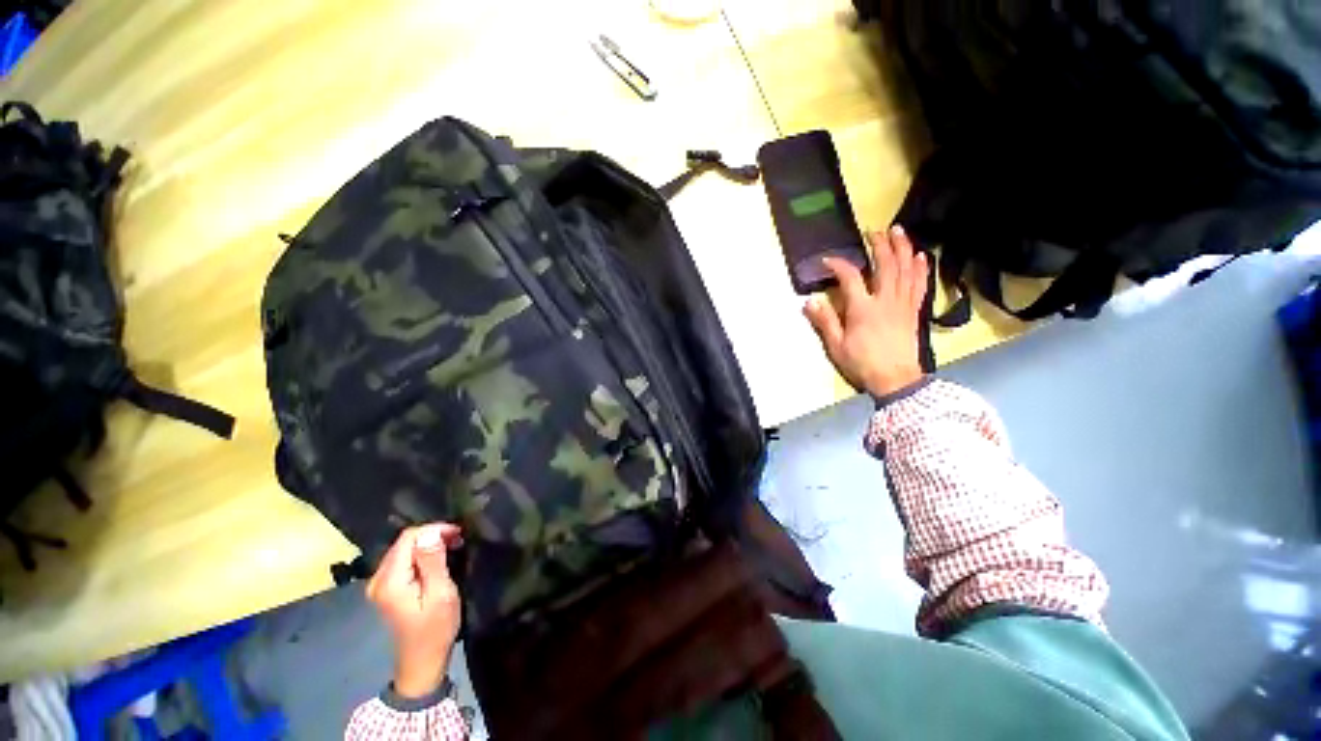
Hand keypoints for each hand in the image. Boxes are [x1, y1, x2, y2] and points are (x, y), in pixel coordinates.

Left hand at [366, 523, 463, 698]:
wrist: (422, 662)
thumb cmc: (435, 629)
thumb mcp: (440, 595)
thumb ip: (432, 562)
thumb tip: (430, 533)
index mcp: (390, 580)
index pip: (409, 538)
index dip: (434, 529)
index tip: (458, 533)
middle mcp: (379, 579)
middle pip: (405, 542)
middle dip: (432, 535)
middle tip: (458, 540)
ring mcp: (380, 585)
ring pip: (405, 549)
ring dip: (429, 544)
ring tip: (453, 547)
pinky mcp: (387, 589)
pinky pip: (404, 560)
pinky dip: (422, 555)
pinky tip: (438, 560)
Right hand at [803, 225, 928, 396]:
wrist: (895, 379)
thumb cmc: (862, 363)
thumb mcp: (836, 345)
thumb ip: (825, 321)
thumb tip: (810, 301)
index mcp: (862, 309)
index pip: (851, 278)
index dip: (839, 265)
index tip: (829, 259)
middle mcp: (885, 300)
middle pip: (885, 265)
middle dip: (879, 245)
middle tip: (873, 231)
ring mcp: (903, 304)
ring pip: (905, 270)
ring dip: (902, 248)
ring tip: (899, 231)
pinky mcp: (914, 311)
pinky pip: (919, 284)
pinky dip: (920, 268)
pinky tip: (920, 256)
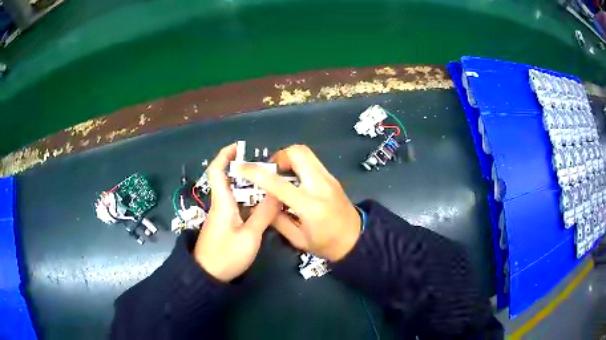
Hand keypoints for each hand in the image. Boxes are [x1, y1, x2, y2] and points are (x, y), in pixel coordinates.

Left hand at [194, 143, 280, 281]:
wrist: (207, 276)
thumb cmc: (226, 255)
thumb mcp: (249, 236)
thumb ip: (263, 215)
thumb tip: (277, 194)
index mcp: (222, 202)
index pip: (217, 171)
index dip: (225, 155)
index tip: (240, 146)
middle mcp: (220, 204)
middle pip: (227, 179)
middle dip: (243, 168)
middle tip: (266, 166)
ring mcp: (221, 215)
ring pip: (234, 193)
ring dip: (249, 185)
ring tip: (269, 182)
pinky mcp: (225, 224)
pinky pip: (237, 205)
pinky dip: (249, 199)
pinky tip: (262, 204)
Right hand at [238, 145, 360, 261]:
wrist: (357, 239)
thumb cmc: (327, 244)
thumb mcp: (298, 239)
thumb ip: (277, 219)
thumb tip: (262, 202)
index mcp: (309, 205)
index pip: (277, 183)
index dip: (255, 173)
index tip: (241, 168)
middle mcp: (320, 185)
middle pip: (297, 153)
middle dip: (278, 157)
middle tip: (271, 172)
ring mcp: (329, 178)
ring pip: (306, 153)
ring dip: (288, 159)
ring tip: (281, 176)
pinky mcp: (332, 177)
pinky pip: (312, 161)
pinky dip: (298, 164)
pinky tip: (294, 181)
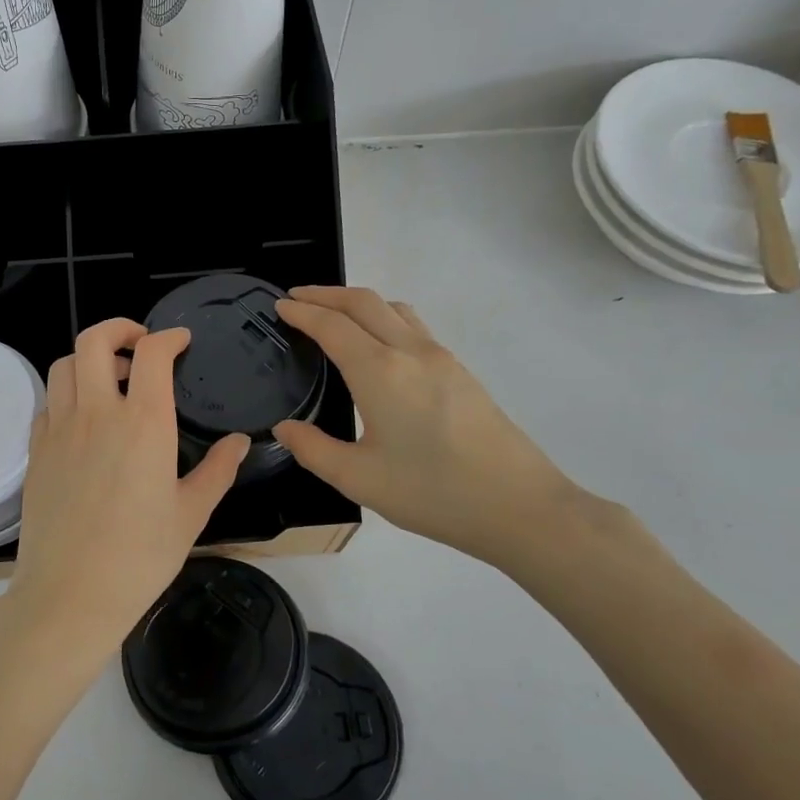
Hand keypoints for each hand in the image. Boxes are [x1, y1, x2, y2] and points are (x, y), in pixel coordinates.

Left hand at [3, 320, 247, 674]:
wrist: (70, 594)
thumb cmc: (140, 557)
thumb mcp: (191, 514)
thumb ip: (218, 470)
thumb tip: (240, 442)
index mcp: (144, 423)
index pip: (152, 353)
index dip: (169, 337)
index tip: (180, 341)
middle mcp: (97, 413)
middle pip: (95, 341)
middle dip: (119, 328)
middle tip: (139, 344)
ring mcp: (60, 429)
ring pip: (64, 365)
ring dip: (89, 359)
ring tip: (112, 379)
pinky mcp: (36, 450)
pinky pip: (48, 403)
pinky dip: (67, 394)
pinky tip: (83, 419)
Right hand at [273, 286, 604, 573]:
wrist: (519, 505)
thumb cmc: (432, 493)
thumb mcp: (359, 479)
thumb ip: (313, 449)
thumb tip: (284, 428)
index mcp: (380, 372)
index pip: (332, 326)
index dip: (302, 312)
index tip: (279, 305)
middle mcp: (411, 352)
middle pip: (364, 302)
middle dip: (326, 294)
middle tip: (297, 298)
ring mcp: (442, 358)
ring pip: (394, 308)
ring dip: (358, 302)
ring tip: (334, 314)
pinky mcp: (461, 372)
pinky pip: (414, 326)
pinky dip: (384, 317)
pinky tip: (378, 345)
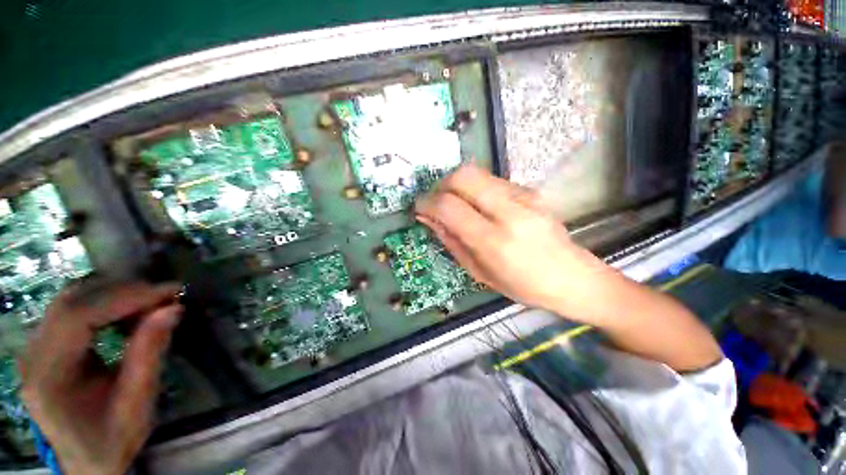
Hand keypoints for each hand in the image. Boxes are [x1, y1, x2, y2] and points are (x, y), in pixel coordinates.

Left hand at [19, 282, 182, 474]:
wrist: (86, 461)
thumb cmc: (112, 441)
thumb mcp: (136, 405)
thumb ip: (149, 354)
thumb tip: (173, 308)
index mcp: (48, 377)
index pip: (78, 318)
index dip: (125, 298)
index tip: (169, 292)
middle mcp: (32, 355)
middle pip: (72, 302)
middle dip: (122, 292)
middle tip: (164, 296)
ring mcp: (35, 348)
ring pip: (71, 299)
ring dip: (114, 295)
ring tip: (150, 303)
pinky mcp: (44, 344)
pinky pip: (72, 309)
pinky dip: (104, 303)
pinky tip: (127, 314)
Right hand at [415, 165, 610, 318]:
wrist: (573, 277)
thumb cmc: (523, 285)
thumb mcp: (479, 273)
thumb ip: (451, 241)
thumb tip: (428, 218)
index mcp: (494, 241)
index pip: (450, 206)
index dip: (427, 202)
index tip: (419, 207)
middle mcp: (510, 212)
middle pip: (463, 176)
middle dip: (441, 185)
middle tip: (436, 202)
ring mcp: (524, 197)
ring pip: (477, 173)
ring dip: (457, 185)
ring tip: (455, 205)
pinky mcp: (531, 191)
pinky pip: (492, 181)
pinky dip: (475, 189)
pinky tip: (478, 206)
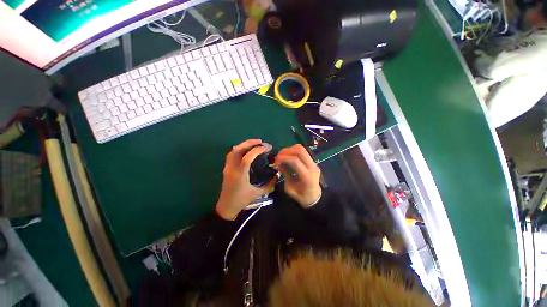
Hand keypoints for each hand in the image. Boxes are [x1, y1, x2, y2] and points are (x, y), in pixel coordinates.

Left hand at [216, 139, 275, 219]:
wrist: (226, 207)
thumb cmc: (241, 201)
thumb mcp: (257, 194)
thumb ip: (269, 185)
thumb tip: (278, 176)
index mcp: (240, 174)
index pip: (247, 157)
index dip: (257, 150)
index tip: (267, 148)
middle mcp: (232, 168)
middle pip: (238, 150)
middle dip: (249, 143)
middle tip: (260, 141)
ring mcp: (227, 168)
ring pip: (233, 151)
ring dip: (243, 145)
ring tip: (254, 143)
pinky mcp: (226, 169)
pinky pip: (231, 155)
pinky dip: (238, 149)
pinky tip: (245, 150)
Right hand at [274, 144, 321, 207]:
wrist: (315, 198)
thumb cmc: (302, 197)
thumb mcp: (290, 189)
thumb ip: (285, 175)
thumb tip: (280, 164)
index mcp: (307, 176)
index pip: (296, 161)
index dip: (284, 158)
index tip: (275, 161)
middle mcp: (312, 167)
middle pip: (300, 151)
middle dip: (286, 151)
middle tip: (278, 157)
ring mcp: (314, 163)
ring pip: (302, 149)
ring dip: (290, 150)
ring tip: (282, 156)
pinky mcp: (312, 161)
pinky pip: (303, 152)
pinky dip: (293, 151)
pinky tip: (287, 157)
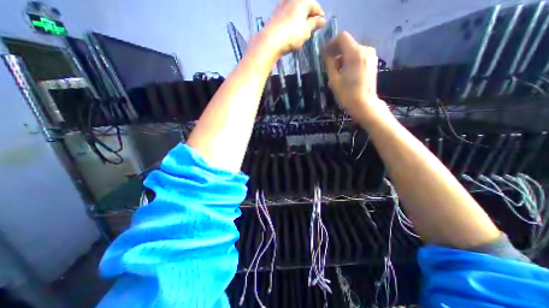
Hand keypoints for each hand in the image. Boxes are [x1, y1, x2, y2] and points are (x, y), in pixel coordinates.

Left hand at [262, 0, 324, 56]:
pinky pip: (287, 16)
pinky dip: (292, 22)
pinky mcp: (275, 15)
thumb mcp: (306, 31)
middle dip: (309, 17)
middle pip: (304, 7)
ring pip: (295, 11)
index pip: (315, 6)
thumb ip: (314, 24)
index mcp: (302, 0)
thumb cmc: (292, 35)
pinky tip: (292, 31)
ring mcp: (281, 6)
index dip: (320, 15)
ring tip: (302, 30)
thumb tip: (322, 20)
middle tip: (312, 28)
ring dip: (300, 19)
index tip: (322, 24)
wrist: (270, 41)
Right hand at [323, 31, 389, 124]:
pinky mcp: (372, 63)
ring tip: (336, 71)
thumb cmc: (347, 94)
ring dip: (343, 57)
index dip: (331, 43)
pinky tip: (345, 72)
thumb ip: (329, 63)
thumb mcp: (334, 79)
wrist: (364, 105)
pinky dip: (350, 60)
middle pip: (348, 43)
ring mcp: (371, 56)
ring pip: (353, 50)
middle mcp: (365, 50)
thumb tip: (326, 53)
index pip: (342, 37)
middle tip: (328, 64)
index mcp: (355, 53)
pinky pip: (359, 56)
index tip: (324, 54)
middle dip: (336, 51)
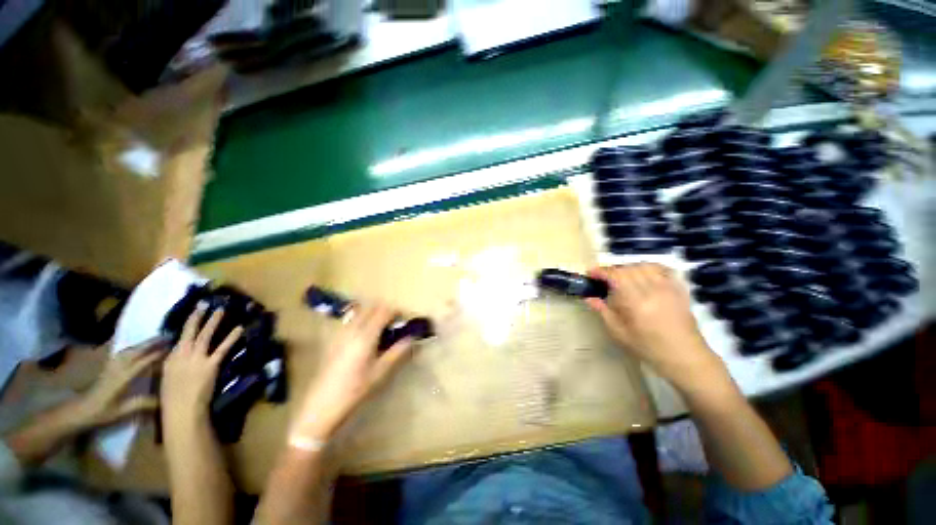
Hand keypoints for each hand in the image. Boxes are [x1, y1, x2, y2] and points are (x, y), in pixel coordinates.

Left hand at [73, 340, 164, 430]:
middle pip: (136, 351)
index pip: (143, 361)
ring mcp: (112, 366)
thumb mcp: (121, 412)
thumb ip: (141, 404)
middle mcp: (118, 368)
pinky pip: (123, 353)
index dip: (158, 354)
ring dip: (144, 343)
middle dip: (152, 343)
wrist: (80, 411)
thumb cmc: (101, 413)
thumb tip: (163, 399)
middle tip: (168, 336)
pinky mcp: (109, 367)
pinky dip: (134, 347)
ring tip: (157, 339)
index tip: (173, 347)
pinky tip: (139, 347)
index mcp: (122, 377)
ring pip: (129, 350)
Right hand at [161, 305, 243, 433]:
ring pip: (205, 335)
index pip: (178, 340)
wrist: (181, 412)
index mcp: (169, 361)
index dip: (187, 326)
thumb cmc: (173, 401)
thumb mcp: (168, 381)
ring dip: (213, 321)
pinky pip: (223, 348)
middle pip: (189, 332)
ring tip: (221, 309)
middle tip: (204, 303)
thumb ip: (176, 367)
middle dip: (197, 317)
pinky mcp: (210, 365)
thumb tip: (181, 358)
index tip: (193, 315)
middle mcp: (181, 356)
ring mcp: (196, 359)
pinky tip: (239, 328)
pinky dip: (231, 338)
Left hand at [291, 303, 414, 443]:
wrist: (322, 405)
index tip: (405, 320)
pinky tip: (366, 336)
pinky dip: (363, 320)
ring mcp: (341, 332)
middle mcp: (352, 329)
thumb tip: (412, 337)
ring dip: (374, 314)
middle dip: (385, 311)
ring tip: (382, 329)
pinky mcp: (334, 338)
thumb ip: (398, 351)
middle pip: (372, 307)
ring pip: (361, 312)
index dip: (396, 312)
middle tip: (395, 323)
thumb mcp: (381, 372)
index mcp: (366, 336)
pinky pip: (351, 320)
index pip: (384, 312)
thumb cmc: (355, 389)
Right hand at [586, 263, 727, 392]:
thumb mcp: (619, 333)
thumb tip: (588, 297)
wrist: (684, 356)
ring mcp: (668, 288)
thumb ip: (603, 312)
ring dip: (629, 268)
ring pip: (645, 266)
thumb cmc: (648, 347)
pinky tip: (644, 275)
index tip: (590, 273)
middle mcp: (652, 290)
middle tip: (604, 279)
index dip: (601, 271)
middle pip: (629, 268)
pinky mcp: (678, 289)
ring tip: (623, 277)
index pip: (615, 275)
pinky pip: (663, 269)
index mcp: (636, 301)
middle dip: (613, 270)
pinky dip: (649, 267)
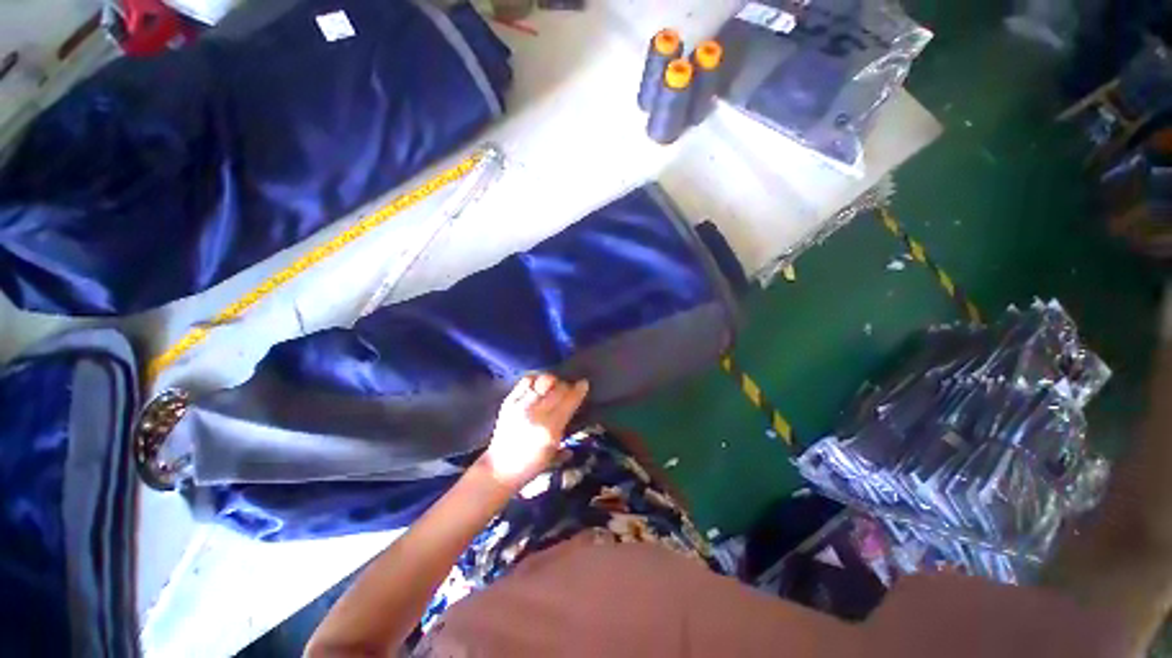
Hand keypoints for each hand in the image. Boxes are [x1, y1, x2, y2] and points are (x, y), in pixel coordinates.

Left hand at [477, 374, 589, 490]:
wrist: (500, 469)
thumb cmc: (531, 465)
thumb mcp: (554, 451)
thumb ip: (566, 429)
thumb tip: (576, 410)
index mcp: (550, 429)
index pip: (569, 401)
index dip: (579, 390)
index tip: (583, 384)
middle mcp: (536, 414)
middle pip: (558, 388)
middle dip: (566, 386)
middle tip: (567, 389)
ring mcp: (521, 406)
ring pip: (543, 381)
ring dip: (552, 380)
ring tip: (553, 385)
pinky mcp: (509, 402)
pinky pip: (525, 381)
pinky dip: (535, 379)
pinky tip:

# # # # #

Precisely those lines above that run from the line with "middle mcp: (885, 300)" up to and including the line with "pinky tip: (83, 419)" are to be set down, with the pictures omitted.

_THE COMPLETED TASK_
middle mcp: (885, 300)
middle pip: (885, 265)
middle dip: (879, 245)
middle tip: (873, 231)
ring mcp: (903, 304)
ring pip: (905, 270)
ring dip: (902, 248)
ring tip: (899, 231)
pinky mcp: (914, 311)
pinky pip: (919, 284)
pinky dip: (920, 268)
pinky tip: (920, 256)
Hand keypoints for each hand in the image. Boxes are [x1, y1, x2, y2] and points are (x, y), in pixel coordinates.

Left hand at [194, 143, 280, 281]:
wrist: (207, 276)
thumb cmc: (226, 255)
thumb mcp: (249, 236)
thumb ip: (263, 215)
thumb tip: (277, 194)
index mcp: (222, 202)
index pip: (217, 171)
index dip: (225, 155)
index tip: (240, 146)
middle mcp: (220, 204)
middle pip: (227, 179)
middle dip: (243, 168)
middle tip: (266, 166)
ring mcp: (221, 215)
ring pip: (234, 193)
ring dip: (249, 185)
ring tip: (269, 182)
pinky mcp: (225, 224)
pinky pip: (237, 205)
pinky dip: (249, 199)
pinky tip: (262, 204)
Right hand at [238, 145, 360, 261]:
wrist: (357, 239)
thumb cmc: (327, 244)
thumb mcp: (298, 239)
thumb ip: (277, 219)
thumb tip: (262, 202)
index mcp: (309, 205)
index pip: (277, 183)
index dip: (255, 173)
index tip: (241, 168)
middle mcp: (320, 185)
middle pip: (297, 153)
middle dip: (278, 157)
middle tip: (271, 172)
ring mcp: (329, 178)
ring pip: (306, 153)
ring dip: (288, 159)
ring tip: (281, 176)
pinky mcp: (332, 177)
pinky pip: (312, 161)
pinky dip: (298, 164)
pinky tip: (294, 181)
Hand keypoints for each hand in the image. Boxes are [x1, y1, x2, y2] and points are (x, y), in pixel coordinates.

Left hand at [3, 320, 247, 674]:
wrist: (70, 594)
thumb cmc: (140, 557)
thumb mcp: (191, 514)
thumb ip: (218, 470)
thumb tip: (240, 442)
index mcp: (144, 423)
index pip: (152, 353)
index dip: (169, 337)
index tip: (180, 341)
middle mcp: (97, 413)
middle pip: (95, 341)
middle dip: (119, 328)
middle tip: (139, 344)
ring mcp: (60, 429)
ring pip: (64, 365)
ring dip: (89, 359)
ring tip: (112, 379)
pinky mcp: (36, 450)
pinky pip: (48, 403)
pinky dip: (67, 394)
pinky tip: (83, 419)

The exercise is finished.